Pas de surprises du côté des vainqueurs cependant. Anatomie d’une Chute repart avec six récompenses, dont celle du meilleur film, réalisant un doublé historique à la suite de sa Palme d’Or au festival de Cannes (prouesse réussie uniquement par Le Pianiste de Polanski en 2002 et Amour d’Haneke en 2013). La réalisatrice a dédié son prix suprême à « toutes les femmes », dont « celles qu’on a blessées ». L’œuvre comptabilise également les César de la Meilleure Actrice, du Meilleur Acteur dans un Second Rôle ou encore du meilleur Scénario Original. De quoi donner de l’espoir au long-métrage pour les Oscars le mois prochain.
Le Règne Animal de Thomas Cailley suit de près avec cinq César, en particulier techniques, avec Meilleure Photographie, Meilleur Son ou encore Meilleurs Effets Visuels.
Christopher Nolan n’a quant à lui pas réalisé de doublé. C’est une redite de 1995, lorsque Steven Spielberg était venu recevoir un César d’Honneur mais n’avait pas gagné le meilleur film étranger, offert à Quatre Mariages et Un Enterrement. Ici, c’est la réalisatrice québécoise Monia Chokri qui rafle le trophée sous le nez du réalisateur d’Oppenheimer avec Simple comme Sylvain. Elle lui adresse d’ailleurs de façon très courtoise un « I am so sorry, Mr Nolan ».
Le deuxième César d’Honneur était décerné à Agnès Jaoui, après un discours touchant de Jamel Debouzze, lui rendant hommage ainsi qu’à Jean-Pierre Bacri, son compère de toujours. L’actrice, réalisatrice, scénariste et lauréate de six César, a ensuite dégainé son ukulélé pour une petite chanson mettant elle aussi en avant certains défauts du monde du cinéma.
Pas de triplé historique non plus du côté de Raphaël Quenard. L’acteur monte quand même sur scène pour recevoir son prix de la Révélation Masculine dans Chien de la chasse de Jean-Bastiste Durand (lauréat du meilleur premier film). L’acteur rend hommage aux agriculteurs français dans son franc-parler caractéristique.
D’autres discours politiques, abordant notamment les différents conflits armées dans le monde, sont venus agrémenter la soirée. Plusieurs œuvres engagées, du côté des documentaires et des courts-métrages, ont été récompensées (Les Filles d’Olfa, La Mécanique des Fluides ou encore L’Attente).

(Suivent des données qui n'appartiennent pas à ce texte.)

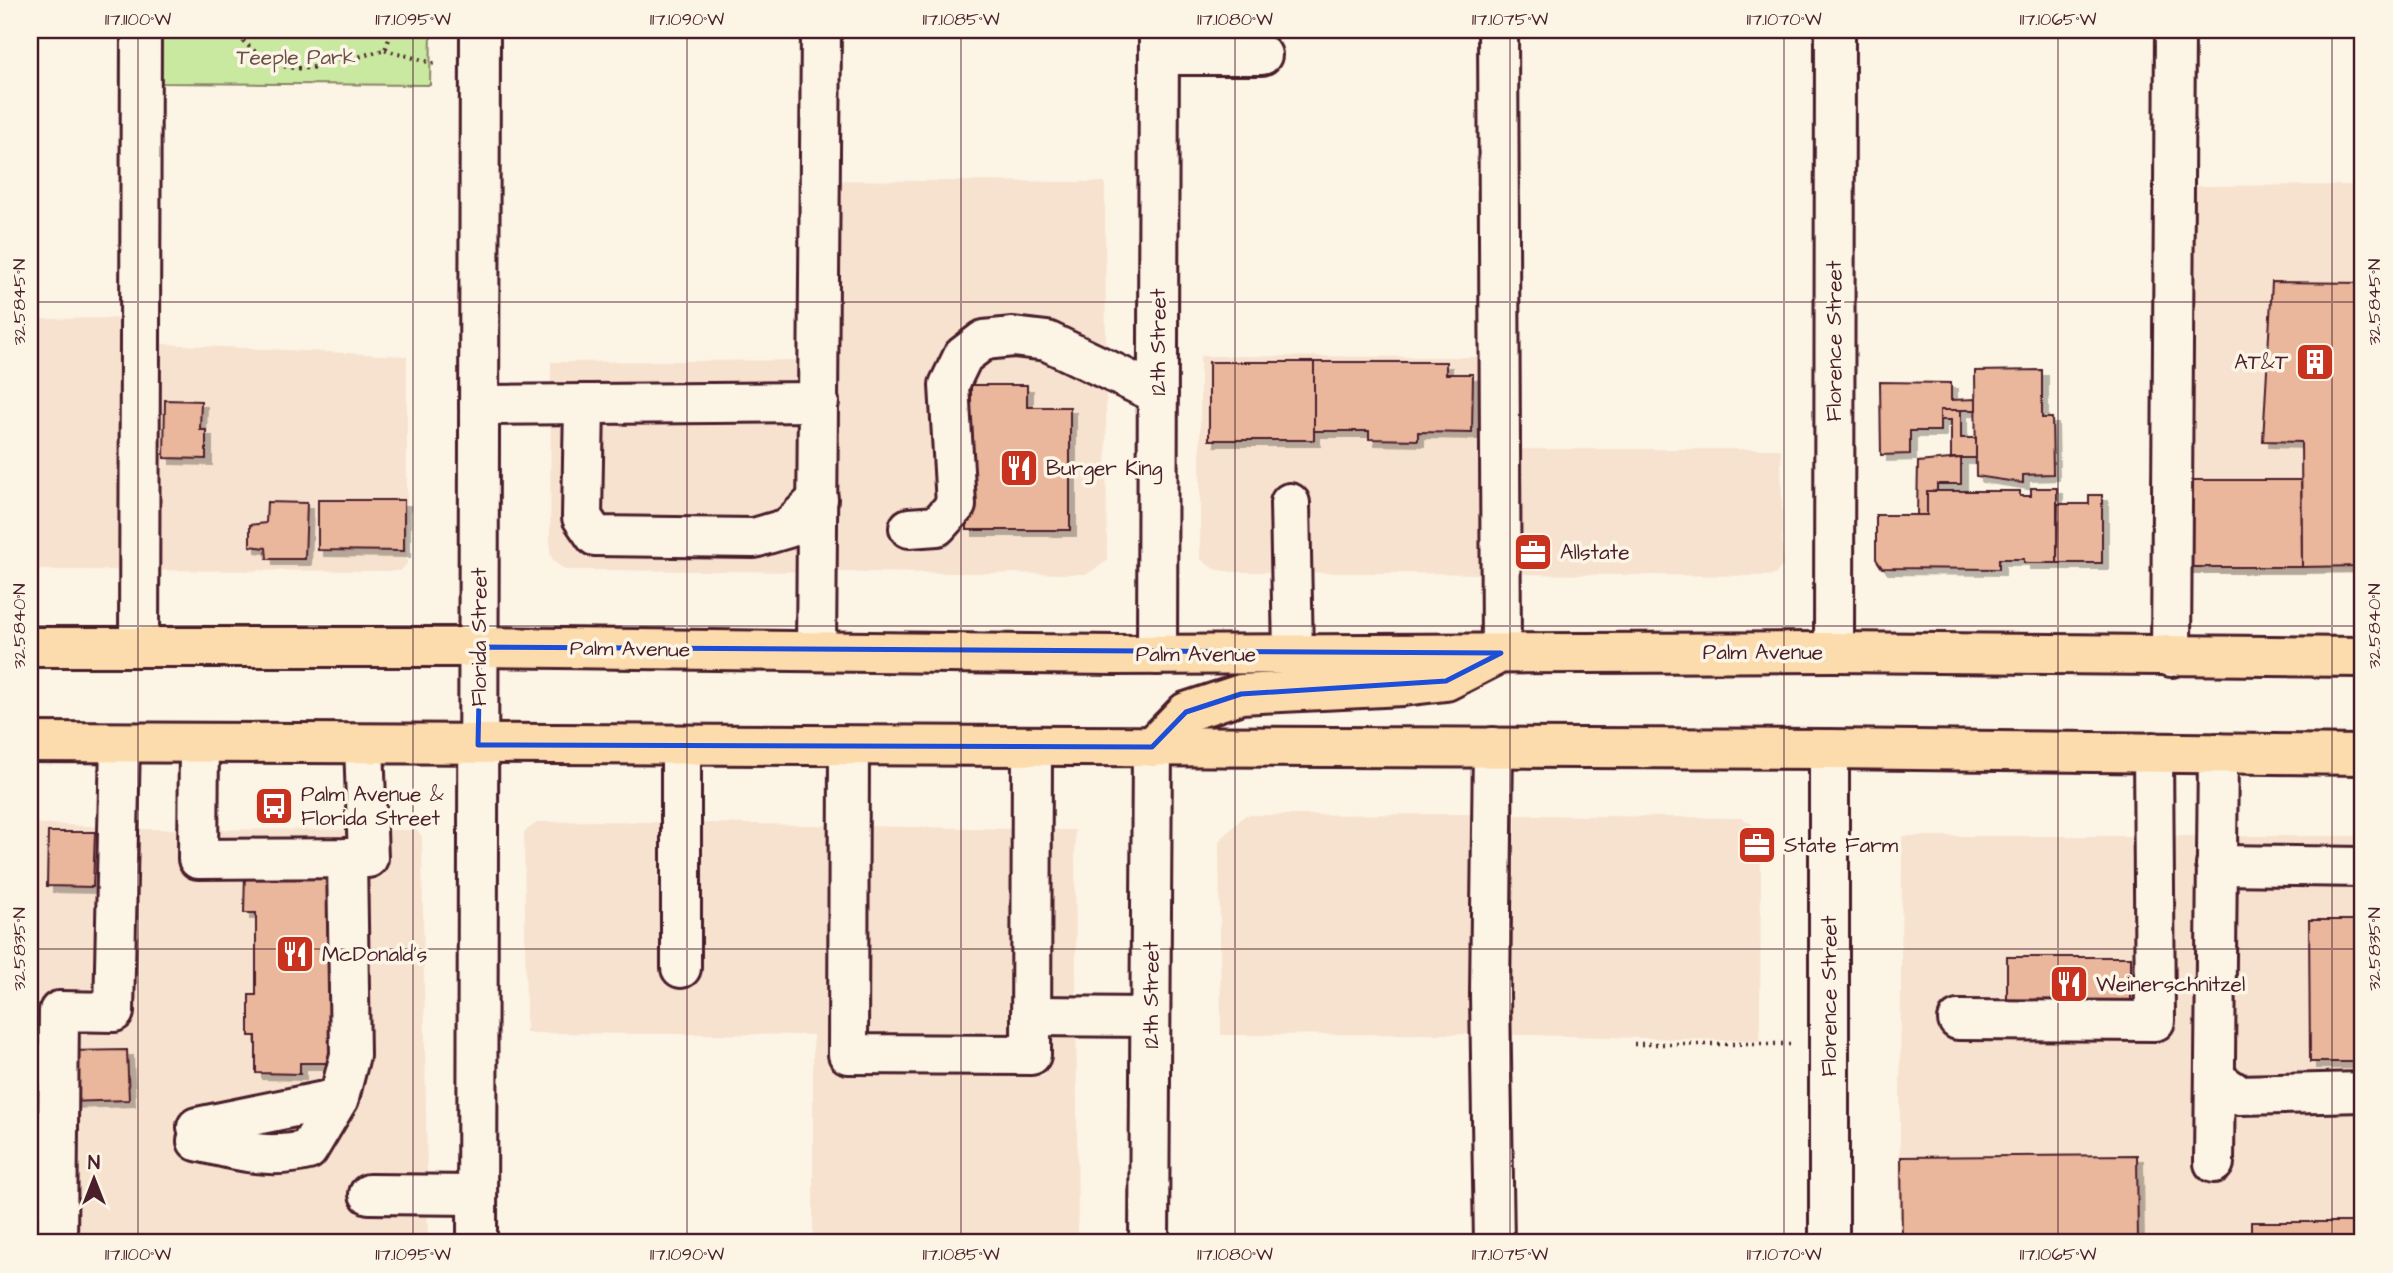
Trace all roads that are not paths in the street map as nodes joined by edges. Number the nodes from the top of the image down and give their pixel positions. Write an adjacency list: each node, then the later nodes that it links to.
1 (141, 30): 17 (street)
2 (480, 30): 12 (street, Florida Street)
3 (821, 30): 10 (street)
4 (1498, 30): 21 (street)
5 (1835, 30): 20 (street, Florence Street)
6 (2175, 30): 24 (street)
7 (1159, 42): 8 (street); 9 (street, 12th Street)
8 (1262, 55)
9 (1158, 394): 15 (street); 23 (street, 12th Street)
10 (819, 402): 11 (street); 13 (street)
11 (584, 404): 12 (street); 13 (street)
12 (478, 405): 18 (street, Florida Street)
13 (818, 499): 19 (street)
14 (1290, 503): 22 (street)
15 (909, 528)
16 (30, 647): 17 (highway, Palm Avenue)
17 (139, 647): 18 (highway, Palm Avenue)
18 (480, 647): 19 (highway, Palm Avenue); 30 (street, Florida Street)
19 (816, 652): 23 (highway, Palm Avenue)
20 (1834, 652): 21 (highway, Palm Avenue); 24 (highway, Palm Avenue)
21 (1501, 653): 22 (highway, Palm Avenue); 34 (highway)
22 (1293, 654): 23 (highway, Palm Avenue)
23 (1157, 655)
24 (2171, 657): 25 (highway, Palm Avenue)
25 (2363, 657)
26 (30, 742): 27 (highway)
27 (120, 743): 28 (highway); 53 (street)
28 (199, 743): 29 (highway); 40 (street)
29 (364, 744): 30 (highway); 40 (street)
30 (478, 745): 31 (highway); 52 (street, Florida Street)
31 (681, 746): 32 (highway); 43 (street)
32 (849, 746): 33 (highway); 44 (street)
33 (1032, 746): 34 (highway); 44 (street)
34 (1152, 747): 35 (highway); 45 (street, 12th Street)
35 (1493, 747): 36 (highway); 56 (street)
36 (1829, 749): 37 (highway); 57 (street, Florence Street)
37 (2152, 752): 38 (highway); 46 (street)
38 (2218, 752): 39 (highway); 41 (street)
39 (2363, 755)
40 (358, 858): 49 (street)
41 (2216, 865): 42 (street); 47 (street)
42 (2363, 867)
43 (681, 968)
44 (1031, 1016): 45 (street)
45 (1150, 1017): 55 (street, 12th Street)
46 (1958, 1020)
47 (2215, 1079): 48 (street); 50 (street)
48 (2363, 1092)
49 (197, 1134)
50 (2214, 1163)
51 (369, 1194): 52 (street)
52 (477, 1195): 54 (street, Florida Street)
53 (57, 1243)
54 (477, 1243)
55 (1149, 1243)
56 (1494, 1243)
57 (1829, 1243)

Les déçus de la soirée seront peut-être Je verrai toujours vos visages de Jeanne Herry et Le Procès Goldman de Cédric Kahn, qui ne repartent qu’avec une statuette chacun. Pas des moindres cependant, puisqu’il s’agit de la meilleure actrice dans un rôle secondaire pour Adèle Exarchopoulos et du meilleur acteur pour Arieh Worthalter.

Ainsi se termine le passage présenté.